He tells Sylvia, and she tells him that he just needs to learn better study habits. "I had the same problem in college," she says. "And after I tried to finish my GED, after I got kicked off the show. Seahaven was shit for education. Most of the long-term kid actors there had to study on our vacations. It sucked."

That doesn't quite make him feel better. 

(He wishes he could go back to where he wasn't a failure.)

 

 

 _iv_.

Today he has to be in court.

This particular trial isn't one of the ones for fraud, but for child endangerment and abuse.

It's about drowning his dad. Or, really, making him think his dad drowned and it was his fault.

So far, being in court is a lot like having a deeply terrible nightmare where nothing quite happened but you felt sick anyway. It's a lot like before he realized his escape plan, when he knew everything was wrong but didn't have all the puzzle pieces for what to  _do_ about it yet.

He sits in the seat and waits, and then the prosecution calls his father to the stand.

(But it's not his dad at all. Nobody who knows has yet released the names of his mother and his father--his  _real_ mom and dad.)

"So, Mr. Moore, can you explain why you were asked to fake your own death via drowning at sea?"

"Well, it was another Christof idea. We were supposed to make sure the kid couldn't get out, but he was too curious. Sooner or later he'd want to travel or go on spring break somewhere else, and me and the directors kept having creative differences. So they decided to give him a fear of water so he'd never be able to leave."

"To clarify: the staff decided to deliberately traumatize Truman in order to more effectively imprison and defraud him?"

"Well, we didn't think of it like that. It was a TV show, and I was being sent off on a bus."

"Did you at any point object to this...creative decision?"

"I sure did," Dad says--no, Walter Moore says. Dad doesn't exist. Dad is long dead. "I was furious about losing my spot and breaking contract, but I wasn't part of the Guild and Christof was a right bastard. He didn't have the right, but I couldn't win. So I went along with the crappy storyline and played my part."

"So at no point you objected to making a child believe that his father had died horribly, right in front of his eyes?"

"Well, no, but you're making it sound a lot worse than it was," Moore says, and Truman can hear a ringing in his ears.

"So did you simply never consider the consequences of your actions?"

"I hated him," Moore ( _Dad_ ) spits out, and Truman feels like he's been dunked in cold water. "I hated the snotty little kid, and I hated my job. I didn't want to go out like that, in some melodramatic soap-opera plot, but I was glad to get away from him. Haven't been able to find work since."

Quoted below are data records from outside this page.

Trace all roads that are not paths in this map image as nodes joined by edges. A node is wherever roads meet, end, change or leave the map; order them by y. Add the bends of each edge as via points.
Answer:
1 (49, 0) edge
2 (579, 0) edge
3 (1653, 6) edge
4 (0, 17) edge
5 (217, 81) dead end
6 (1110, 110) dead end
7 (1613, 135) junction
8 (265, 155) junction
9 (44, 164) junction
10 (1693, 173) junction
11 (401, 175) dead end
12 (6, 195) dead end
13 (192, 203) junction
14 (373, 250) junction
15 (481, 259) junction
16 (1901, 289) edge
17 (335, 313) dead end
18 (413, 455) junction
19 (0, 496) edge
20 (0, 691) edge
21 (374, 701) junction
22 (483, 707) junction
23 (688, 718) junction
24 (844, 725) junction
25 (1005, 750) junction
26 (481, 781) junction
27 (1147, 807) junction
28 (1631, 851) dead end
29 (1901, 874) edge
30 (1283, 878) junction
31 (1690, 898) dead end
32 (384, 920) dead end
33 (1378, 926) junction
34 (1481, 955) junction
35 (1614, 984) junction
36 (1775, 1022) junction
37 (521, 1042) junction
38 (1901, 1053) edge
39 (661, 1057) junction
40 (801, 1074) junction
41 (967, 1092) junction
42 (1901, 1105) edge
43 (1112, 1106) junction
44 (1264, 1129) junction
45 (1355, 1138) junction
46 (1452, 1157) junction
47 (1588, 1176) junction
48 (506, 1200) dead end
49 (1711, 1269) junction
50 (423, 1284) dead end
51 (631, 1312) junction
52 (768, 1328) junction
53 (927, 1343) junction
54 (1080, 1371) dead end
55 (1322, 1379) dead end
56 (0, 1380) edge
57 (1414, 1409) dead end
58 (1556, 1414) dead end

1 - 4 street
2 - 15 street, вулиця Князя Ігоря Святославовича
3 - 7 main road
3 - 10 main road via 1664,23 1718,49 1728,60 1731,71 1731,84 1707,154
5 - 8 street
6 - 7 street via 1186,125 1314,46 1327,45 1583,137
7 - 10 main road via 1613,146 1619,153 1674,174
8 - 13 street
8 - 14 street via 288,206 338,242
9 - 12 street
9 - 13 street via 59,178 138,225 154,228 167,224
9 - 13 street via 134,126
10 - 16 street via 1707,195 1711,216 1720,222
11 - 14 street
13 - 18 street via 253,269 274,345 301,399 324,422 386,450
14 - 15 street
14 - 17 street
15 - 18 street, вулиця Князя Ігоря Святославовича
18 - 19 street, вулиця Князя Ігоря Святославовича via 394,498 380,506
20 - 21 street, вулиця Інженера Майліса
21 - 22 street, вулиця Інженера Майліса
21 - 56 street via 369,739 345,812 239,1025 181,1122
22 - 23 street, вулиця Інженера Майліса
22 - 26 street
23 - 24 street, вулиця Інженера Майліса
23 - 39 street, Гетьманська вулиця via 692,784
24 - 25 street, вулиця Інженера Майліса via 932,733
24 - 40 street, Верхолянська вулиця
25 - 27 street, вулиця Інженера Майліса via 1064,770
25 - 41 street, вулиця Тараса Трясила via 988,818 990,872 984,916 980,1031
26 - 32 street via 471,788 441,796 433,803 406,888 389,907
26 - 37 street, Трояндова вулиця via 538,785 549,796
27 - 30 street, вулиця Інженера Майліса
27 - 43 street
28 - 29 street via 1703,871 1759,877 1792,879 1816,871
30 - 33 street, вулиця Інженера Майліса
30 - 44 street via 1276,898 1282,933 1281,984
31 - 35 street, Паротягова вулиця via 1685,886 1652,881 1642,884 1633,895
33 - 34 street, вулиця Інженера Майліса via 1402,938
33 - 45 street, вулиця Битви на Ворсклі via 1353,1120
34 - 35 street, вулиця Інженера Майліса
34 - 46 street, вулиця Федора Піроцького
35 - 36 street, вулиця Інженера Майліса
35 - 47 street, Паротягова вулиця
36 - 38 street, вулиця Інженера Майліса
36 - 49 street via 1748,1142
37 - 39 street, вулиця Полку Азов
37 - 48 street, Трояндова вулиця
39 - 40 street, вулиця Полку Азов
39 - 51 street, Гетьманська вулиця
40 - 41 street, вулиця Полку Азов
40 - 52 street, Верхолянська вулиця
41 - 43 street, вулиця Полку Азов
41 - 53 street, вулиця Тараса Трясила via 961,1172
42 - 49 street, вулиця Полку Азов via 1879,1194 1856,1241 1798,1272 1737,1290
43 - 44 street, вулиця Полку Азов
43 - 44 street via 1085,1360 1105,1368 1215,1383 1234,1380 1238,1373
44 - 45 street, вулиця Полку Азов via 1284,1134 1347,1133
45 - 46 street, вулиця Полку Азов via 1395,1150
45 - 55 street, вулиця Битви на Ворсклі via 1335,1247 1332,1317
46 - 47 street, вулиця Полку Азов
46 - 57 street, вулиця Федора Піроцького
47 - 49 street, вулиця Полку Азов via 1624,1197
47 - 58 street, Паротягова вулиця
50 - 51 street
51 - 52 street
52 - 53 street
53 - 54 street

Truman can't hear the rest at all. Dad didn't-- Dad always  _hated_ him? Dad  _wanted_ to die, to drown in that storm, just so he could get away from him?

(He wishes he could believe his parents loved him again.)

 

 

 _v_.

He starts to get a little  _neurotic_ by two years free.

Marlon still sends him letters, and he still finds out what's wrong with him all the time, and he still doesn't have any friends from his entire life. But worst of all is that he can't seem to have the same kind of routine anymore--yes, by the end it was too chafing, but for most of his life, things happened in a particular order and in a particular way. The twins were always on the verge of agreeing to the deal; the milk was always the same price at the store; he always had macaroni on Wednesdays and the dalmation always jumped on him. Things happened in the same ways every time, and now that nothing is routine he misses it a little. 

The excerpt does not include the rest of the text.